Update on detection of sentinel lymph nodes in patients with breast cancer.

Semin Nucl Med 2005 Apr;35(2):116-28

Veterans Affairs Medical Center and Emory University, Atlanta, GA 30033, USA.

Sentinel lymph node biopsy is now the practice of choice for the management of many patients with breast cancer. This was not true in the early 1990s, when the first such procedures were performed and protocols for such were refined often. This was also not true in the first years of the 21st century, when a decade of collective experience and information acquired from numerous clinical investigations dictated additional subtle and not-so-subtle refinements of the procedures. However, it is true today; reports of the latest round of clinical investigations indicate that there are several breast cancer sentinel node procedures that result in successful identification of potential sentinel nodes in nearly all patients who are eligible for such procedures.

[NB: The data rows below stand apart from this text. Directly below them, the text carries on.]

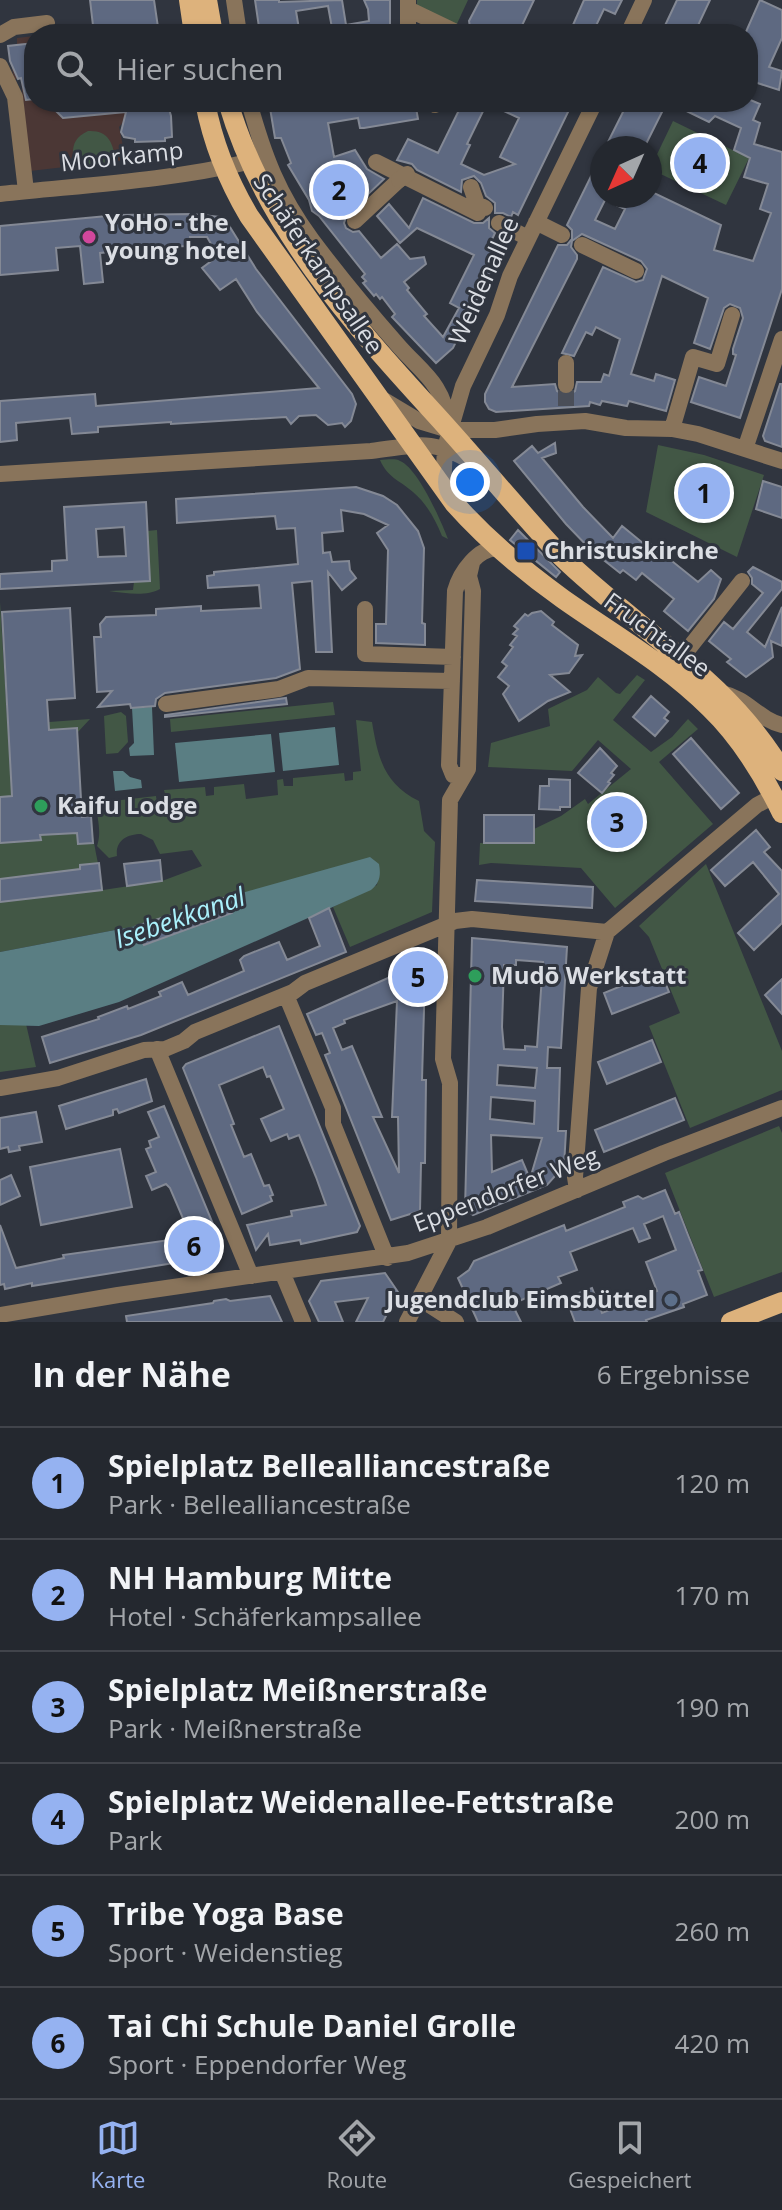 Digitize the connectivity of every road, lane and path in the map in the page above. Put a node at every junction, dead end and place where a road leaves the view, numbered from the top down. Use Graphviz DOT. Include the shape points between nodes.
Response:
graph roads {
  1 [pos="189,0"];
  2 [pos="207,0"];
  3 [pos="234,0"];
  4 [pos="644,0"];
  5 [pos="408,5"];
  6 [pos="47,23"];
  7 [pos="39,24"];
  8 [pos="193,24"];
  9 [pos="211,24"];
  10 [pos="238,24"];
  11 [pos="442,24"];
  12 [pos="633,24"];
  13 [pos="24,26"];
  14 [pos="0,35"];
  15 [pos="0,66"];
  16 [pos="207,112"];
  17 [pos="231,112"];
  18 [pos="252,112"];
  19 [pos="590,112"];
  20 [pos="248,162"];
  21 [pos="376,162"];
  22 [pos="223,168"];
  23 [pos="403,177"];
  24 [pos="471,187"];
  25 [pos="26,191"];
  26 [pos="0,194"];
  27 [pos="355,221"];
  28 [pos="504,222"];
  29 [pos="532,230"];
  30 [pos="562,235"];
  31 [pos="582,245"];
  32 [pos="636,271"];
  33 [pos="732,315"];
  34 [pos="782,339"];
  35 [pos="566,363"];
  36 [pos="566,385"];
  37 [pos="376,394"];
  38 [pos="672,429"];
  39 [pos="447,439"];
  40 [pos="411,445"];
  41 [pos="745,449"];
  42 [pos="782,461"];
  43 [pos="0,474"];
  44 [pos="443,488"];
  45 [pos="500,549"];
  46 [pos="472,563"];
  47 [pos="742,581"];
  48 [pos="365,609"];
  49 [pos="453,657"];
  50 [pos="682,657"];
  51 [pos="452,681"];
  52 [pos="722,693"];
  53 [pos="166,704"];
  54 [pos="782,725"];
  55 [pos="782,770"];
  56 [pos="463,775"];
  57 [pos="778,804"];
  58 [pos="446,926"];
  59 [pos="607,932"];
  60 [pos="286,995"];
  61 [pos="157,1049"];
  62 [pos="0,1088"];
  63 [pos="782,1108"];
  64 [pos="577,1190"];
  65 [pos="449,1241"];
  66 [pos="387,1258"];
  67 [pos="282,1272"];
  68 [pos="251,1276"];
  69 [pos="420,1299"];
  70 [pos="782,1302"];
  71 [pos="0,1315"];
  72 [pos="303,1322"];
  73 [pos="407,1322"];
  74 [pos="456,1322"];
  75 [pos="731,1322"];
  1 -- 8 [label="main road"];
  2 -- 9 [label="main road"];
  3 -- 10 [label="street"];
  4 -- 12 [label="street"];
  5 -- 11 [label="street"];
  6 -- 7 [label="street"];
  13 -- 14 [label="street"];
  15 -- 25 [label="street" via="15,97"];
  16 -- 22 [label="main road, Schäferkampsallee"];
  17 -- 20 [label="main road, Schäferkampsallee"];
  18 -- 39 [label="street" via="261,147 319,249 428,374 440,395"];
  19 -- 29 [label="street, Weidenallee"];
  20 -- 22 [label="street, Moorkamp"];
  20 -- 39 [label="main road, Schäferkampsallee" via="323,282"];
  21 -- 24 [label="street" via="481,211"];
  22 -- 25 [label="street, Moorkamp" via="165,179"];
  22 -- 37 [label="main road, Schäferkampsallee" via="257,228"];
  23 -- 27 [label="street"];
  25 -- 26 [label="street, Moorkamp"];
  28 -- 29 [label="street"];
  29 -- 30 [label="street"];
  29 -- 39 [label="street, Weidenallee" via="463,386"];
  31 -- 32 [label="street"];
  33 -- 38 [label="street" via="717,364 693,357"];
  34 -- 41 [label="street"];
  35 -- 36 [label="street"];
  37 -- 39 [label="street"];
  37 -- 40 [label="main road, Schäferkampsallee"];
  38 -- 39 [label="street" via="626,428 566,414"];
  38 -- 41 [label="street"];
  39 -- 40 [label="street"];
  39 -- 44 [label="street, Weidenallee"];
  39 -- 50 [label="main road, Fruchtallee" via="584,578"];
  40 -- 43 [label="street"];
  40 -- 44 [label="main road, Fruchtallee"];
  41 -- 42 [label="street"];
  44 -- 45 [label="main road, Fruchtallee"];
  45 -- 46 [label="street" via="485,550"];
  45 -- 57 [label="main road, Fruchtallee" via="564,600 643,651 711,708 739,740"];
  46 -- 49 [label="street" via="455,591"];
  46 -- 56 [label="street" via="468,769"];
  47 -- 50 [label="street"];
  48 -- 49 [label="street" via="365,654"];
  49 -- 51 [label="street"];
  50 -- 52 [label="main road, Fruchtallee"];
  51 -- 53 [label="street" via="308,678 279,689"];
  51 -- 56 [label="street" via="449,769 455,776"];
  52 -- 54 [label="street" via="737,696"];
  52 -- 55 [label="main road, Fruchtallee"];
  56 -- 58 [label="street" via="450,800"];
  57 -- 59 [label="street" via="757,805"];
  58 -- 59 [label="street" via="472,919"];
  58 -- 60 [label="street"];
  58 -- 65 [label="street" via="443,1059 450,1083"];
  59 -- 64 [label="street" via="589,988"];
  60 -- 61 [label="street"];
  60 -- 66 [label="street"];
  61 -- 62 [label="street" via="58,1078"];
  61 -- 68 [label="street"];
  63 -- 64 [label="street, Eppendorfer Weg"];
  64 -- 65 [label="street, Eppendorfer Weg"];
  65 -- 66 [label="street, Eppendorfer Weg"];
  65 -- 69 [label="street"];
  66 -- 67 [label="street, Eppendorfer Weg"];
  67 -- 68 [label="street, Eppendorfer Weg"];
  67 -- 72 [label="street"];
  68 -- 71 [label="street, Eppendorfer Weg"];
  69 -- 73 [label="street"];
  69 -- 74 [label="street"];
  70 -- 75 [label="main road"];
}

A significant component of many of these successful sentinel node procedures is a detection and localization protocol that involves radiotracer methodologies, including radiopharmaceutical administration, preoperative nuclear medicine imaging, and intraoperative gamma counting. The present state and roles of nuclear medicine protocols used in breast cancer sentinel lymph node biopsy procedures is reviewed with emphasis on discussion of recent results, unresolved issues, and future considerations. Included are brief reviews of present radiotracer and blue-dye techniques for node localization, including remarks about injection strategies, counting probe technology, and radiation safety. Included also are discussions of on-going investigations of the implications of the presence of micrometastases; of the management value of detection, localization, and excision of extra-axillary nodes such as internal mammary nodes; and of the broad range of recurrence rates presently being reported. Remarks on the present and possible near- and long-term roles for nuclear medicine in the staging of breast cancer patients including comments on positron emission tomography and intraoperative imaging conclude the article.